Are the quasi-affine subsets of $\mathbb{A}^1_F$ necessarily open or closed?

Question

For what follows, my definition of a quasi-affine subset of $\mathbb{A}^n_F$ is one which can be written as $Z_1\setminus Z_2$, where $Z_1$ and $Z_2$ are closed subsets of $\mathbb{A}^n_F$. (I think this is also referred to being locally closed in some places?)

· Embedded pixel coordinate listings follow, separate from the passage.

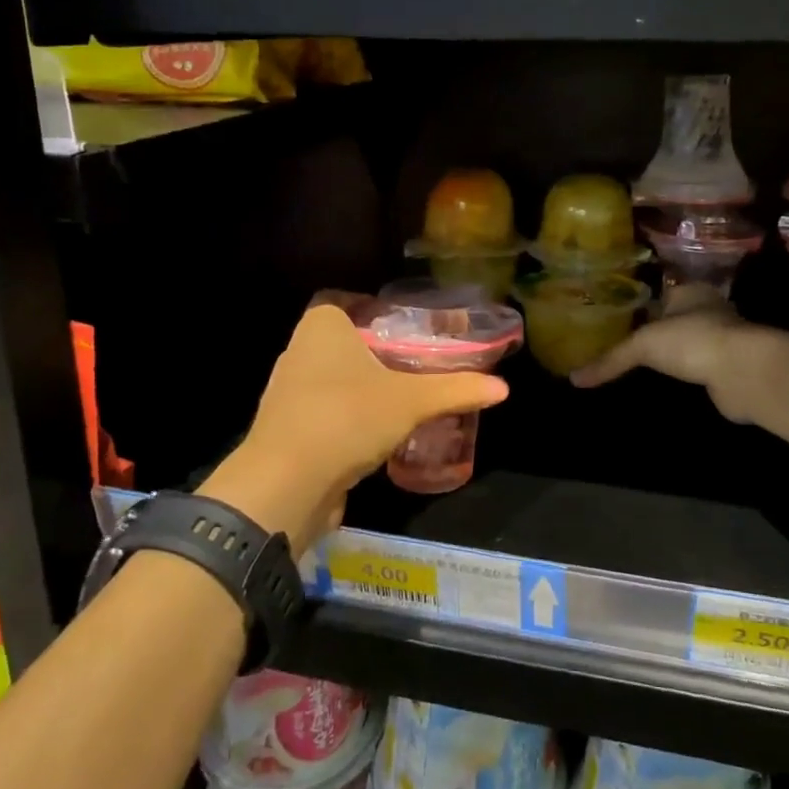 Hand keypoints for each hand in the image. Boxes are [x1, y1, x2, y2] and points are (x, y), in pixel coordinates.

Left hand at [200, 304, 507, 548]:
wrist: (284, 485)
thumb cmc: (346, 418)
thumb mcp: (410, 402)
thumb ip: (455, 390)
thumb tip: (504, 388)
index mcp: (321, 326)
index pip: (348, 303)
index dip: (377, 312)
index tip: (411, 329)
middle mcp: (299, 351)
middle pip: (346, 343)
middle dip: (379, 354)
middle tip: (419, 364)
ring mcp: (288, 392)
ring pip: (335, 380)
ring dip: (365, 390)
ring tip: (406, 400)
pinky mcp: (288, 430)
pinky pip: (327, 413)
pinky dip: (351, 419)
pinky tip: (380, 435)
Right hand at [570, 286, 751, 407]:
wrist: (744, 373)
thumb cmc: (692, 341)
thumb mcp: (643, 345)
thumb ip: (610, 360)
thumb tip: (574, 379)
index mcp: (690, 292)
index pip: (661, 293)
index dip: (640, 304)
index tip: (618, 318)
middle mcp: (709, 310)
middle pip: (675, 319)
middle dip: (656, 330)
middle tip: (624, 344)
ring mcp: (723, 339)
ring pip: (689, 344)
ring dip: (673, 355)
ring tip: (641, 368)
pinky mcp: (729, 367)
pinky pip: (699, 368)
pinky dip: (686, 375)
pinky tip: (667, 385) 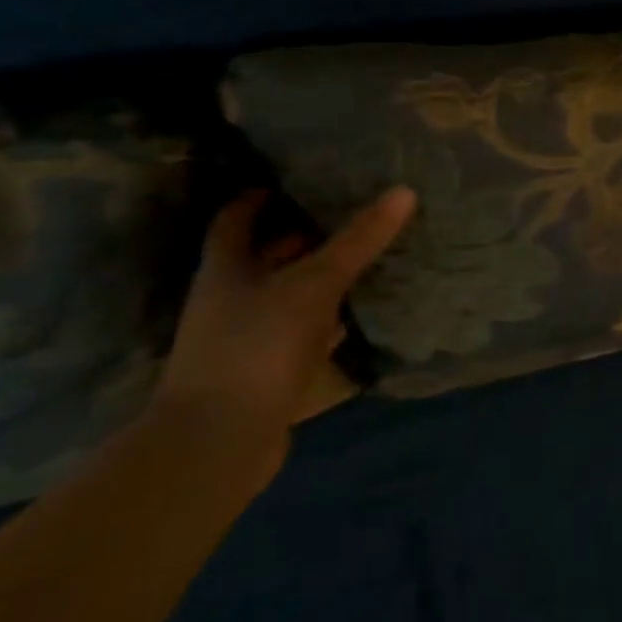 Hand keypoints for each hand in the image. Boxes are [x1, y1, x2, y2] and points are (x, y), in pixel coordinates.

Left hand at [151, 187, 416, 465]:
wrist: (217, 443)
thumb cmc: (256, 347)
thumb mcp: (313, 285)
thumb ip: (357, 241)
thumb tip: (404, 191)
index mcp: (228, 269)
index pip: (236, 218)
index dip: (261, 196)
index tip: (302, 177)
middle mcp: (232, 298)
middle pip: (266, 254)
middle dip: (305, 232)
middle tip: (355, 211)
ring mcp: (248, 336)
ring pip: (289, 292)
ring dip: (321, 275)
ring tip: (369, 252)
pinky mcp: (268, 369)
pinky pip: (304, 329)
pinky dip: (330, 316)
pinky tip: (362, 310) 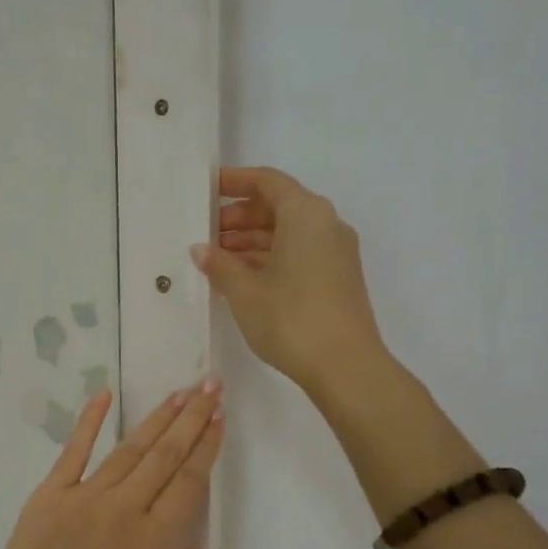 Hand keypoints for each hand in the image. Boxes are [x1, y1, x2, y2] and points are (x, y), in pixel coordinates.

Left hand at [0, 380, 223, 548]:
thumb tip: (198, 545)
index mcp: (154, 541)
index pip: (188, 483)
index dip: (206, 448)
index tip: (219, 418)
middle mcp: (126, 509)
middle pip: (165, 455)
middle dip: (191, 418)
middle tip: (209, 385)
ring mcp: (86, 497)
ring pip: (130, 449)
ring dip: (157, 418)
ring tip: (179, 393)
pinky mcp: (51, 494)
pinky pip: (74, 451)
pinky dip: (90, 422)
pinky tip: (105, 395)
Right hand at [192, 166, 386, 393]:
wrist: (345, 366)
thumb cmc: (290, 318)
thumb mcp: (245, 291)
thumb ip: (220, 264)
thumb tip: (201, 249)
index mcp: (305, 214)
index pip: (267, 182)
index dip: (234, 182)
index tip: (207, 190)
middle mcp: (326, 224)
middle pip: (278, 206)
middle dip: (240, 217)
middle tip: (206, 234)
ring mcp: (336, 252)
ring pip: (288, 232)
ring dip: (252, 240)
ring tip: (217, 259)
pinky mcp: (338, 277)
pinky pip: (299, 253)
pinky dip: (270, 257)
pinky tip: (242, 278) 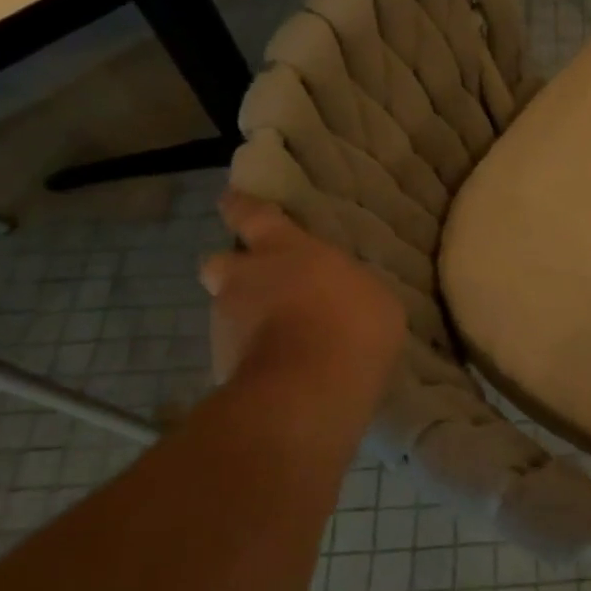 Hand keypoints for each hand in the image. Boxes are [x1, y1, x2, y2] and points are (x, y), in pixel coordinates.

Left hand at [199, 193, 405, 404]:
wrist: (310, 390)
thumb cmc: (351, 324)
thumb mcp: (372, 293)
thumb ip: (346, 285)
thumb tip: (340, 292)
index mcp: (283, 249)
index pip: (252, 214)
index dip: (242, 207)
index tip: (231, 199)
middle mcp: (244, 279)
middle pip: (219, 262)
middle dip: (233, 270)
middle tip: (260, 284)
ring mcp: (227, 325)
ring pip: (228, 311)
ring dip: (248, 318)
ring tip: (283, 338)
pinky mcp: (222, 367)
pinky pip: (238, 352)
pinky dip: (255, 356)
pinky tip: (284, 370) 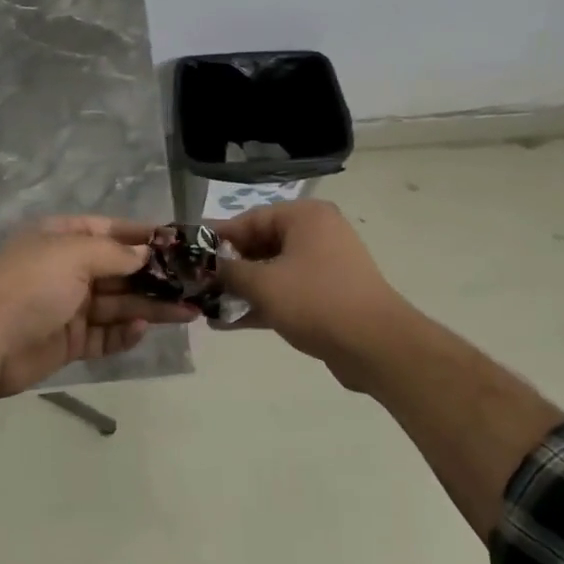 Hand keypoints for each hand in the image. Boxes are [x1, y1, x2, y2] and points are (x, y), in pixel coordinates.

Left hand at [0, 217, 199, 396]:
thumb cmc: (31, 287)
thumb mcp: (73, 255)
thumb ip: (114, 253)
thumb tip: (145, 254)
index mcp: (62, 237)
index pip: (110, 230)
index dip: (143, 236)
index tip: (179, 243)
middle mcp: (67, 268)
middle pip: (120, 269)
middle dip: (155, 276)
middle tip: (195, 284)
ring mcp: (68, 306)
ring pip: (118, 303)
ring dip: (151, 306)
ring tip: (189, 311)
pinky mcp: (69, 341)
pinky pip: (104, 334)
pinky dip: (124, 333)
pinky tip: (143, 329)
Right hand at [212, 200, 411, 389]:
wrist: (376, 346)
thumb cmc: (316, 301)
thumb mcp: (263, 284)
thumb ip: (229, 271)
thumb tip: (204, 266)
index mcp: (305, 217)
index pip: (249, 219)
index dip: (216, 238)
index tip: (187, 254)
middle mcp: (316, 234)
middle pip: (260, 245)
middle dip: (228, 267)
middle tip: (194, 283)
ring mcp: (324, 266)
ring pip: (271, 271)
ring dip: (240, 289)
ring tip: (205, 305)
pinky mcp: (327, 296)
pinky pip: (285, 293)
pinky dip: (260, 304)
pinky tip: (227, 322) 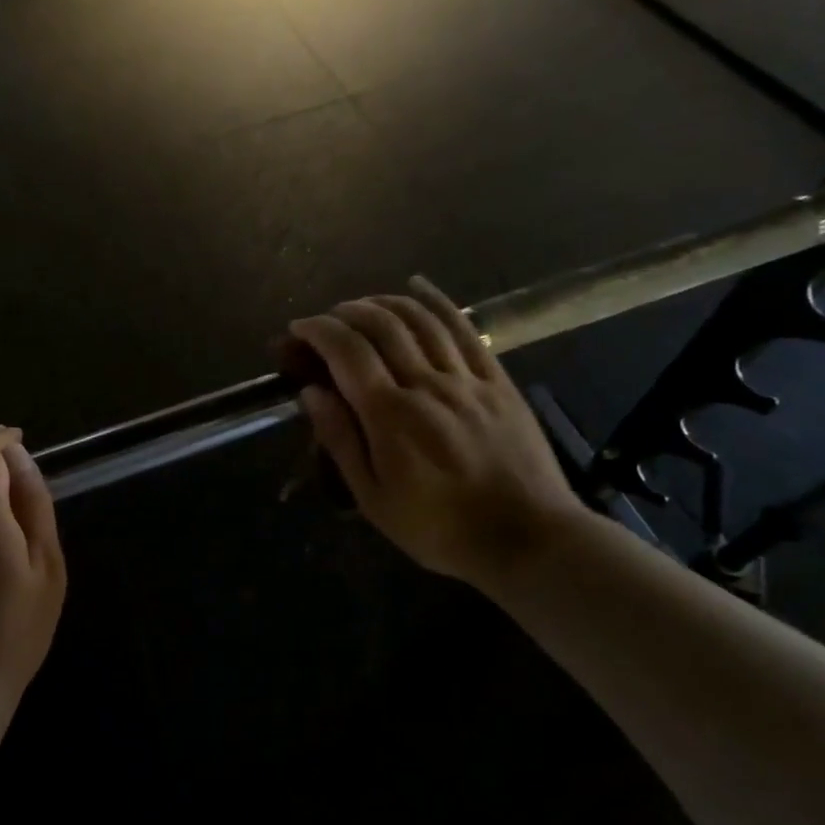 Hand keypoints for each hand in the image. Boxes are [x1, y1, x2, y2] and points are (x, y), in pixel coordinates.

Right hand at [289, 277, 586, 591]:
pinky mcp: (497, 379)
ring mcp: (466, 378)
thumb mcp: (374, 498)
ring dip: (384, 301)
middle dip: (346, 312)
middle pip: (381, 325)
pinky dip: (437, 301)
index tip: (298, 330)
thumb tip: (311, 392)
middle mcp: (426, 384)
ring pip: (420, 318)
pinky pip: (464, 328)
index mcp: (390, 415)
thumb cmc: (440, 528)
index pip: (346, 351)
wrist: (526, 538)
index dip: (317, 330)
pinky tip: (419, 286)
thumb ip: (341, 440)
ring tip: (363, 305)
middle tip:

A few weeks ago I asked a question whether quasi-affine subsets of $\mathbb{A}^n_F$ ($F$ algebraically closed) are necessarily open or closed. This doesn't seem to hold for $n\geq 2$, so just as a follow up,

If $V=Z_1\setminus Z_2$ is a quasi-affine subset of $\mathbb{A}^1_F$, is $V$ necessarily open or closed in $\mathbb{A}^1_F$?

Answer 1

Hint: you can determine all closed subsets of $\mathbb{A}^1$ fairly easily.

How?

Use the fact that the coordinate ring is a PID.

Full solution:

$V$ must either be open or closed. Since $F[x]$ is a PID, all ideals are of the form $(p(x))$ for some polynomial $p$. Since $F$ is algebraically closed, if $p$ is nonconstant, $p$ factors as $p(x)=(x-c_1)^{n_1}(x-c_2)^{n_2}\cdots (x-c_i)^{n_i}$ where all $n_j>0$ and $c_j\in F$. But then $V((p(x))$ is just the collection of points $\{c_1,c_2,\cdots,c_i\}$. So every nonempty closed set in $\mathbb{A}^1$ is a finite union of points, or the entire space.

Conclusion (can't make the spoiler text work without this linebreak):

Omitting the trivial cases where $V$ is empty, we have two cases: the first is $Z_1=\mathbb{A}^1$ and $Z_2$ is some finite subset. Then $V$ is the complement of a finite subset and is open. The second is where $Z_1$ is a finite subset and $Z_2$ is a finite subset. Then $V$ is also a finite subset and is closed.